--- Data under study Enclosed Below ---

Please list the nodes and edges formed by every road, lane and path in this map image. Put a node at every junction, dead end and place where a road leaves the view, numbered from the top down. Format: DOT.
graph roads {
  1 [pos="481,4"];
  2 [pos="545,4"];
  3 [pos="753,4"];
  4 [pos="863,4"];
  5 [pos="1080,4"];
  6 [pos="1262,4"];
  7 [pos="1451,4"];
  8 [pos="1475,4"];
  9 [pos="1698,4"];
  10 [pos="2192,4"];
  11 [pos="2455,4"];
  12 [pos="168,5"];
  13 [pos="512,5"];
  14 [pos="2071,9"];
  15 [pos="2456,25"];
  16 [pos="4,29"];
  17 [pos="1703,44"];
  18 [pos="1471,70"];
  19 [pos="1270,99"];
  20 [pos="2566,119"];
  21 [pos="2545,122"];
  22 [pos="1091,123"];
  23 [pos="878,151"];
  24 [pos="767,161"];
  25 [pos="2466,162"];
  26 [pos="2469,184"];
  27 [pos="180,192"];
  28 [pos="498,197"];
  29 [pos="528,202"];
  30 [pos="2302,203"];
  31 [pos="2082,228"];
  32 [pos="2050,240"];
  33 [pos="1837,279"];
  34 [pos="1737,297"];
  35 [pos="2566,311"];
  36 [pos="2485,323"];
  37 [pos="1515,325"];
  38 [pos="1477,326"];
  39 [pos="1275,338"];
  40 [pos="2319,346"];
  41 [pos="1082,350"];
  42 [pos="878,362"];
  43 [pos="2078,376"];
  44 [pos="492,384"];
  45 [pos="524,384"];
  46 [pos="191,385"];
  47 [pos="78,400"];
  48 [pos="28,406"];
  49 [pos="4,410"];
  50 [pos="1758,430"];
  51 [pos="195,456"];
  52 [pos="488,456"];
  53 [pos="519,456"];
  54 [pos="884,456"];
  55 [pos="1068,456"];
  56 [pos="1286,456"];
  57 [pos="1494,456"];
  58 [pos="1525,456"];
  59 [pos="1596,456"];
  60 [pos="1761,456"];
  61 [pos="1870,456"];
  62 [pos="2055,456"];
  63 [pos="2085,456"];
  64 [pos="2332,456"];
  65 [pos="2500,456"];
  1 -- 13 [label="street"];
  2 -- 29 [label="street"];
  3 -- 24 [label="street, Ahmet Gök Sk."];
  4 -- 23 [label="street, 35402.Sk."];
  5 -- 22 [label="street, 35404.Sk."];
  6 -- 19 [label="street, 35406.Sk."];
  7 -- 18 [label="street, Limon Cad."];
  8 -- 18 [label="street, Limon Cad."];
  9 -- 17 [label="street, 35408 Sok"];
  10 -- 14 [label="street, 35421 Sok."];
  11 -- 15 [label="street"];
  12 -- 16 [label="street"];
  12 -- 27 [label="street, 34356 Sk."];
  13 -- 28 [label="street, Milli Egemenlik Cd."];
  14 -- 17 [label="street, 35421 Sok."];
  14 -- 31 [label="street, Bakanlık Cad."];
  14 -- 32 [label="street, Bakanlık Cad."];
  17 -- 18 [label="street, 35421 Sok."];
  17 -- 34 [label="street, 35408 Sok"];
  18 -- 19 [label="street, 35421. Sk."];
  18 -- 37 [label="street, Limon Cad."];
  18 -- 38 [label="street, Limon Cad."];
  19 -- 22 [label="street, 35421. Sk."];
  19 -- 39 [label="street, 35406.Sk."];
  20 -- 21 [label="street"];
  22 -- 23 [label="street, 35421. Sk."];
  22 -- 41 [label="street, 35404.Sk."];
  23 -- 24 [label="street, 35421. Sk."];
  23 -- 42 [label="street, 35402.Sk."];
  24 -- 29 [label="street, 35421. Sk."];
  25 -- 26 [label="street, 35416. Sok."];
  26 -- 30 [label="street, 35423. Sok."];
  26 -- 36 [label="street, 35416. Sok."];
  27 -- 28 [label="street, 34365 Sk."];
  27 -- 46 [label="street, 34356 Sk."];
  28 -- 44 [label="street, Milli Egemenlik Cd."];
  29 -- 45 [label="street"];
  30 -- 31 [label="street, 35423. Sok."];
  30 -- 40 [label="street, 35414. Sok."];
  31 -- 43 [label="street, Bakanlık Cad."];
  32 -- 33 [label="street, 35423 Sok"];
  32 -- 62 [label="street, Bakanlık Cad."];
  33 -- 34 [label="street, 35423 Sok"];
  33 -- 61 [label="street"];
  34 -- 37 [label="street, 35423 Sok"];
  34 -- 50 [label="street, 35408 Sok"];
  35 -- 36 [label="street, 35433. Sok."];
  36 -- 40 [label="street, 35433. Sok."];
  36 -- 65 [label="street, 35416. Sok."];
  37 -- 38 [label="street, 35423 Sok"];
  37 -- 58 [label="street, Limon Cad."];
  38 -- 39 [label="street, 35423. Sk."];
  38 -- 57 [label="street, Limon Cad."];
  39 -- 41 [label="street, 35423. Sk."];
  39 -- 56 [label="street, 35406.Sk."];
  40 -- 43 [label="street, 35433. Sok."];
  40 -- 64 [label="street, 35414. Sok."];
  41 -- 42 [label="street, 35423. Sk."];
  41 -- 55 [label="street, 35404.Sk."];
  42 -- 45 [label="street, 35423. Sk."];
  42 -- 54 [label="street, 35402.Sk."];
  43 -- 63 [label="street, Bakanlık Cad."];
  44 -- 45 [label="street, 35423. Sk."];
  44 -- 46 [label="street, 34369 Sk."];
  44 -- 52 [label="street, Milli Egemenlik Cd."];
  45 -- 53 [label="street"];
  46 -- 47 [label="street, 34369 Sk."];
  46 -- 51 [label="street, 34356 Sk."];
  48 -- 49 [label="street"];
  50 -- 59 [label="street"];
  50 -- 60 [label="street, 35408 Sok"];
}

--- End of Enclosed Data under study ---

### What is required
Output all entries again exactly; no line may be altered.

### Answer box
Please list the nodes and edges formed by every road, lane and path in this map image. Put a node at every junction, dead end and place where a road leaves the view, numbered from the top down. Format: DOT.
graph roads {
  1 [pos="481,4"];
  2 [pos="545,4"];
  3 [pos="753,4"];
  4 [pos="863,4"];
  5 [pos="1080,4"];
  6 [pos="1262,4"];
  7 [pos="1451,4"];
  8 [pos="1475,4"];
  9 [pos="1698,4"];
  10 [pos="2192,4"];
  11 [pos="2455,4"];
  12 [pos="168,5"];
  13 [pos="512,5"];
  14 [pos="2071,9"];
  15 [pos="2456,25"];
  16 [pos="4,29"];
  17 [pos="1703,44"];
  18 [pos="1471,70"];
  19 [pos="1270,99"];
  20 [pos="2566,119"];
  21 [pos="2545,122"];
  22 [pos="1091,123"];
  23 [pos="878,151"];
  24 [pos="767,161"];
  25 [pos="2466,162"];
  26 [pos="2469,184"];
  27 [pos="180,192"];
  28 [pos="498,197"];
  29 [pos="528,202"];
  30 [pos="2302,203"];
  31 [pos="2082,228"];
  32 [pos="2050,240"];
  33 [pos="1837,279"];
  34 [pos="1737,297"];
  35 [pos="2566,311"];
  36 [pos="2485,323"];
  37 [pos="1515,325"];
  38 [pos="1477,326"];
  39 [pos="1275,338"];
  40 [pos="2319,346"];
  41 [pos="1082,350"];
  42 [pos="878,362"];
  43 [pos="2078,376"];
  44 [pos="492,384"];
  45 [pos="524,384"];
  46 [pos="191,385"];
  47 [pos="78,400"];
  48 [pos="28,406"];
  49 [pos="4,410"];
  50 [pos="1758,430"];
  51 [pos="195,456"];
  52 [pos="488,456"];
  53 [pos="519,456"];
  54 [pos="884,456"];
  55 [pos="1068,456"];
  56 [pos="1286,456"];
  57 [pos="1494,456"];
  58 [pos="1525,456"];
  59 [pos="1596,456"];
  60 [pos="1761,456"];
  61 [pos="1870,456"];
  62 [pos="2055,456"];
  63 [pos="2085,456"];
  64 [pos="2332,456"];
  65 [pos="2500,456"];
  1 -- 13 [label="street"];
  2 -- 29 [label="street"];
  3 -- 24 [label="street, Ahmet Gök Sk."];
  4 -- 23 [label="street, 35402.Sk."];
  5 -- 22 [label="street, 35404.Sk."];
  6 -- 19 [label="street, 35406.Sk."];
  7 -- 18 [label="street, Limon Cad."];
  8 -- 18 [label="street, Limon Cad."];
  9 -- 17 [label="street, 35408 Sok"];
  10 -- 14 [label="street, 35421 Sok."];
  11 -- 15 [label="street"];
  12 -- 16 [label="street"];
  12 -- 27 [label="street, 34356 Sk."];
  13 -- 28 [label="street, Milli Egemenlik Cd."];
  14 -- 17 [label="street, 35421 Sok."];
  14 -- 31 [label="street, Bakanlık Cad."];
  14 -- 32 [label="street, Bakanlık Cad."];
  17 -- 18 [label="street, 35421 Sok."];
  17 -- 34 [label="street, 35408 Sok"];
  18 -- 19 [label="street, 35421. Sk."];
  18 -- 37 [label="street, Limon Cad."];
  18 -- 38 [label="street, Limon Cad."];
  19 -- 22 [label="street, 35421. Sk."];
  19 -- 39 [label="street, 35406.Sk."];
  20 -- 21 [label="street"];
  22 -- 23 [label="street, 35421. Sk."];
  22 -- 41 [label="street, 35404.Sk."];
  23 -- 24 [label="street, 35421. Sk."];
  23 -- 42 [label="street, 35402.Sk."];
  24 -- 29 [label="street, 35421. Sk."];
  25 -- 26 [label="street, 35416. Sok."];
  26 -- 30 [label="street, 35423. Sok."];
  26 -- 36 [label="street, 35416. Sok."];
  27 -- 28 [label="street, 34365 Sk."];
  27 -- 46 [label="street, 34356 Sk."];
  28 -- 44 [label="street, Milli Egemenlik Cd."];
  29 -- 45 [label="street"];
  30 -- 31 [label="street, 35423. Sok."];
  30 -- 40 [label="street, 35414. Sok."];
  31 -- 43 [label="street, Bakanlık Cad."];
  32 -- 33 [label="street, 35423 Sok"];
  32 -- 62 [label="street, Bakanlık Cad."];
  33 -- 34 [label="street, 35423 Sok"];
  33 -- 61 [label="street"];
  34 -- 37 [label="street, 35423 Sok"];
  34 -- 50 [label="street, 35408 Sok"];
  35 -- 36 [label="street, 35433. Sok."];
  36 -- 40 [label="street, 35433. Sok."];
  36 -- 65 [label="street, 35416. Sok."];
  37 -- 38 [label="street, 35423 Sok"];
  37 -- 58 [label="street, Limon Cad."];
  38 -- 39 [label="street, 35423. Sk."];
  38 -- 57 [label="street, Limon Cad."];
  39 -- 41 [label="street, 35423. Sk."];
  39 -- 56 [label="street, 35406.Sk."];
  40 -- 43 [label="street, 35433. Sok."];
  40 -- 64 [label="street, 35414. Sok."];
  41 -- 42 [label="street, 35423. Sk."];
  41 -- 55 [label="street, 35404.Sk."];
  42 -- 45 [label="street, 35423. Sk."];
  42 -- 54 [label="street, 35402.Sk."];
  43 -- 63 [label="street, Bakanlık Cad."];
  44 -- 45 [label="street, 35423. Sk."];
  44 -- 46 [label="street, 34369 Sk."];
  44 -- 52 [label="street, Milli Egemenlik Cd."];
  45 -- 53 [label="street"];
  46 -- 47 [label="street, 34369 Sk."];
  46 -- 51 [label="street, 34356 Sk."];
  48 -- 49 [label="street"];
  50 -- 59 [label="street"];
  50 -- 60 [label="street, 35408 Sok"];
}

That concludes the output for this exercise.